**WHAT IS BEING ASKED**
Copy each line of the data exactly. Leave nothing out.
=== Begin Enclosure ===
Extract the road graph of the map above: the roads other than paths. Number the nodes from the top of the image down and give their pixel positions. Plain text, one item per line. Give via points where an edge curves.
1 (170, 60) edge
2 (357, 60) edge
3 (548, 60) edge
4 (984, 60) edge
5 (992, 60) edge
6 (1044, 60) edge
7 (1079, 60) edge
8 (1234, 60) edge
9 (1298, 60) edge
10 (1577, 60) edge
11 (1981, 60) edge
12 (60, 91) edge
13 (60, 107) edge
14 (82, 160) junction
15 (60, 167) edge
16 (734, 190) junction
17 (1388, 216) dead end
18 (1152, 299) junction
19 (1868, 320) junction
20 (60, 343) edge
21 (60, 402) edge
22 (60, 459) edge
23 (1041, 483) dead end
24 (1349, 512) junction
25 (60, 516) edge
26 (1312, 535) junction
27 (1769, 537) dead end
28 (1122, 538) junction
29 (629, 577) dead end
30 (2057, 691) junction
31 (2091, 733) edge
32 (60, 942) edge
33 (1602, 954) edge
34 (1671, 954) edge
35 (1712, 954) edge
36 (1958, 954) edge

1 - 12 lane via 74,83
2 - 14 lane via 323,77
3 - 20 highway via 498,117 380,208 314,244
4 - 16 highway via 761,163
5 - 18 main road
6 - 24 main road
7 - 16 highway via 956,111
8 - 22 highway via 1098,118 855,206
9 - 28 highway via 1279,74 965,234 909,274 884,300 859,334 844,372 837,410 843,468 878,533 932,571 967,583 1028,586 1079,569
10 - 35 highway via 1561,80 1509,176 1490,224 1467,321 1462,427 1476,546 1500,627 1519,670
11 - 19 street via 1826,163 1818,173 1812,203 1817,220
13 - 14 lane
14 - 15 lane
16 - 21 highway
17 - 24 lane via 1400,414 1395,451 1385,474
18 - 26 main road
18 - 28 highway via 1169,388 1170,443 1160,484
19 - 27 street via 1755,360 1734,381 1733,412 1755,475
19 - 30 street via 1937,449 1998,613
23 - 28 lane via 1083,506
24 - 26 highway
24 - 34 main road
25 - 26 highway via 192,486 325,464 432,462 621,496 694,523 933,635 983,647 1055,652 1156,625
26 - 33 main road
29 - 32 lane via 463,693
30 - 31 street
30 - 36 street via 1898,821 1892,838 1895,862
=== End Enclosure ===
**ANSWER SPACE**
Extract the road graph of the map above: the roads other than paths. Number the nodes from the top of the image down and give their pixel positions. Plain text, one item per line. Give via points where an edge curves.
1 (170, 60) edge
2 (357, 60) edge
3 (548, 60) edge
4 (984, 60) edge
5 (992, 60) edge
6 (1044, 60) edge
7 (1079, 60) edge
8 (1234, 60) edge
9 (1298, 60) edge
10 (1577, 60) edge
11 (1981, 60) edge
12 (60, 91) edge
13 (60, 107) edge
14 (82, 160) junction
15 (60, 167) edge
16 (734, 190) junction
17 (1388, 216) dead end
18 (1152, 299) junction
19 (1868, 320) junction
20 (60, 343) edge
21 (60, 402) edge
22 (60, 459) edge
23 (1041, 483) dead end
24 (1349, 512) junction
25 (60, 516) edge
26 (1312, 535) junction
27 (1769, 537) dead end
28 (1122, 538) junction
29 (629, 577) dead end
30 (2057, 691) junction
31 (2091, 733) edge
32 (60, 942) edge
33 (1602, 954) edge
34 (1671, 954) edge
35 (1712, 954) edge
36 (1958, 954) edge

1 - 12 lane via 74,83
2 - 14 lane via 323,77
3 - 20 highway via 498,117 380,208 314,244
4 - 16 highway via 761,163
5 - 18 main road
6 - 24 main road
7 - 16 highway via 956,111
8 - 22 highway via 1098,118 855,206
9 - 28 highway via 1279,74 965,234 909,274 884,300 859,334 844,372 837,410 843,468 878,533 932,571 967,583 1028,586 1079,569
10 - 35 highway via 1561,80 1509,176 1490,224 1467,321 1462,427 1476,546 1500,627 1519,670
11 - 19 street via 1826,163 1818,173 1812,203 1817,220
13 - 14 lane
14 - 15 lane
16 - 21 highway
17 - 24 lane via 1400,414 1395,451 1385,474
18 - 26 main road
18 - 28 highway via 1169,388 1170,443 1160,484
19 - 27 street via 1755,360 1734,381 1733,412 1755,475
19 - 30 street via 1937,449 1998,613
23 - 28 lane via 1083,506
24 - 26 highway
24 - 34 main road
25 - 26 highway via 192,486 325,464 432,462 621,496 694,523 933,635 983,647 1055,652 1156,625
26 - 33 main road
29 - 32 lane via 463,693
30 - 31 street
30 - 36 street via 1898,821 1892,838 1895,862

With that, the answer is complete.